Paying off every card in full and watching every reported balance hit zero feels like the responsible move, and it usually is. So it can be genuinely surprising to hear that a $0 balance across the board isn’t always what produces the very highest possible score.
At a glance
Zero percent utilization is not bad for a score, and it’s still a strong outcome overall. However, some scoring models are built in a way that a very small reported balance, rather than a flat zero everywhere, can nudge a score slightly higher for some people. The difference this makes is generally small and doesn’t override the much bigger benefit of low balances and on-time payments in general.
Why zero isn’t automatically the peak
Scoring models look at utilization as a signal of how a person manages revolving credit relative to their limits. A $0 balance across all cards demonstrates no reliance on credit at that moment, which is a positive signal. Some models, though, appear to reward showing at least a small amount of active, well-managed usage over showing no usage at all, treating a tiny reported balance as slightly more informative than a completely blank one. This isn’t true of every scoring model or every version, and the effect size involved is small compared to other factors like credit utilization ratio staying generally low.

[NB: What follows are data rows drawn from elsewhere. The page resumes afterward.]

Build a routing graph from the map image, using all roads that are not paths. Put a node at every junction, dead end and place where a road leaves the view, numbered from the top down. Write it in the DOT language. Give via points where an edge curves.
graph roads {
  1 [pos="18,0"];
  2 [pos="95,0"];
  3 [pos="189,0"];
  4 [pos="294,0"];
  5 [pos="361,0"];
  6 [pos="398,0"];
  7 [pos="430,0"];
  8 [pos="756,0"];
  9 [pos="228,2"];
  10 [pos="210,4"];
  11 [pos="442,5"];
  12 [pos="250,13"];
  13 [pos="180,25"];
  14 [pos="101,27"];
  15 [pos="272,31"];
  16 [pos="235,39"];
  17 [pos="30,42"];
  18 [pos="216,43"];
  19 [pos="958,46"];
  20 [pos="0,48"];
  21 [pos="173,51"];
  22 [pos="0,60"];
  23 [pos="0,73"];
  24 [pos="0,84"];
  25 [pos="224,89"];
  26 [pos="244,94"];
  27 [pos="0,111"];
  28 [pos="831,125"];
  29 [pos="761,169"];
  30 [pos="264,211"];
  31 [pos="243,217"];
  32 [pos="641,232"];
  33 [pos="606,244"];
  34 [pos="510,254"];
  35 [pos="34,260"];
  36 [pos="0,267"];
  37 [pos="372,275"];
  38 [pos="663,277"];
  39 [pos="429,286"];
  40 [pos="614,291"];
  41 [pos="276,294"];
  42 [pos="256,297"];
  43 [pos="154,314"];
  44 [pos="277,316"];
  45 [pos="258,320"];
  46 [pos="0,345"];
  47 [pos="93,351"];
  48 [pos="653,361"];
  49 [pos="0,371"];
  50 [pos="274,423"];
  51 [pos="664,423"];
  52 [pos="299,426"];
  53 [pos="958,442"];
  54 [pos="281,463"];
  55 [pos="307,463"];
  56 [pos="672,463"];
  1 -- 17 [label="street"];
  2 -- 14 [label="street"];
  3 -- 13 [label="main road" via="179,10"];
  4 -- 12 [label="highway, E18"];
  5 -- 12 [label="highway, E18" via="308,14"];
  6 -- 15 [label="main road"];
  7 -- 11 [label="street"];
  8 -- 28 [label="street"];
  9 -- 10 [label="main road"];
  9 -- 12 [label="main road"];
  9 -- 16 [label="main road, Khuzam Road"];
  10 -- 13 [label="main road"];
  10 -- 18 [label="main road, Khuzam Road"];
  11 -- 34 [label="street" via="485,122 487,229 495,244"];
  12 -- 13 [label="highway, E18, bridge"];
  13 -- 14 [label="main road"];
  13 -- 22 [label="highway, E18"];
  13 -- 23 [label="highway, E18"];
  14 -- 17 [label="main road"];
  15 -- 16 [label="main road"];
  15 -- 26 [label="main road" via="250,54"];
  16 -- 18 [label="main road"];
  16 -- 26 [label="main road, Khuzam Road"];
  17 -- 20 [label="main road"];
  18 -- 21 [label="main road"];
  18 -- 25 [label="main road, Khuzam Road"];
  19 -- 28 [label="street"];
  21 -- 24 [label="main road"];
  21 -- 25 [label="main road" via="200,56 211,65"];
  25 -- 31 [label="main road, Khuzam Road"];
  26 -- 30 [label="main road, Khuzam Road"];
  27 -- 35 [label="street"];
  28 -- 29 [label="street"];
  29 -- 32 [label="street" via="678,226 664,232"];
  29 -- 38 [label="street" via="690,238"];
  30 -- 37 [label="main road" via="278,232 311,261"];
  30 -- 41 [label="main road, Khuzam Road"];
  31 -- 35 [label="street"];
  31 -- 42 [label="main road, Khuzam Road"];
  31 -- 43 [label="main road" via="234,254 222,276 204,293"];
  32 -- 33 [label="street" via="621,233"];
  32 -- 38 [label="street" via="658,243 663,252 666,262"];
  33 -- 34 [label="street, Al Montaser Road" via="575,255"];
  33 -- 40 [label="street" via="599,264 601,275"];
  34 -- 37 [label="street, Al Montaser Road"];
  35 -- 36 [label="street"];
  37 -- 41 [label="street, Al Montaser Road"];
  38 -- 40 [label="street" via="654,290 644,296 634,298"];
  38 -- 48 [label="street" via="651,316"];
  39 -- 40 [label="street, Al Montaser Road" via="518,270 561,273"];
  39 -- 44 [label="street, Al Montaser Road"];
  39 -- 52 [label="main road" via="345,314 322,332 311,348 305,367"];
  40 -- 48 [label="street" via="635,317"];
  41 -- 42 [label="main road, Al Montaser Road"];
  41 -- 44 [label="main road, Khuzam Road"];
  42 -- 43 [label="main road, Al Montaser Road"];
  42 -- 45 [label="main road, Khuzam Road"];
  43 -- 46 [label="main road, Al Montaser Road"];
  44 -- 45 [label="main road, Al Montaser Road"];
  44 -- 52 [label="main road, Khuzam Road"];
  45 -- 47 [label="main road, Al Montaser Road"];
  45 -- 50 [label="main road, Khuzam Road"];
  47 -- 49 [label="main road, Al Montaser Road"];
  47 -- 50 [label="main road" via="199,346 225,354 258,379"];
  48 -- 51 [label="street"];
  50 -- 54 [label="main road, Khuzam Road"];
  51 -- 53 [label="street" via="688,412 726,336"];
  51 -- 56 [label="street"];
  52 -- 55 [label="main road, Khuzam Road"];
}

What “generally low” means in practice
- Overall utilization matters more than the zero-versus-small distinction. Keeping balances well below a card’s limit tends to matter far more to a score than whether the final reported number is exactly zero or a small fraction of the limit.
- The reported balance is a snapshot. What shows up on a credit report is usually the balance at statement closing, not necessarily what’s owed after a payment, so timing plays a role in what gets reported.
- Multiple cards at zero is still solid. Having several accounts reporting no balance is a reasonable, low-effort outcome and not something to second-guess for most people.
Why this distinction usually isn’t worth chasing
Because the potential score difference between a true zero and a small reported balance is typically minor, and because it varies by scoring model and by individual credit file, actively engineering a specific tiny balance before a statement closes is more effort than it’s generally worth for most people. It matters more in situations where someone is optimizing for a specific score pull, like right before a lender evaluates debt-to-income ratio for a mortgage application, than in everyday financial management. Similarly, a related myth is worth clearing up: paying a card off in full every month can still cause a temporary score dip depending on when the balance is reported, which is a separate and often more noticeable effect.
Where this fits with the bigger picture
Utilization is just one factor among several that make up a score, alongside payment history and account age. Chasing a marginal utilization tweak while ignoring the fundamentals, like on-time payments, generally isn’t a good tradeoff of attention.
The takeaway
Zero percent utilization is a genuinely good outcome, not a mistake, and the small potential edge some models give to a tiny reported balance instead of zero is a minor detail rather than a rule to build a strategy around. Keeping balances low overall matters far more than whether the very last digit lands on zero or just above it.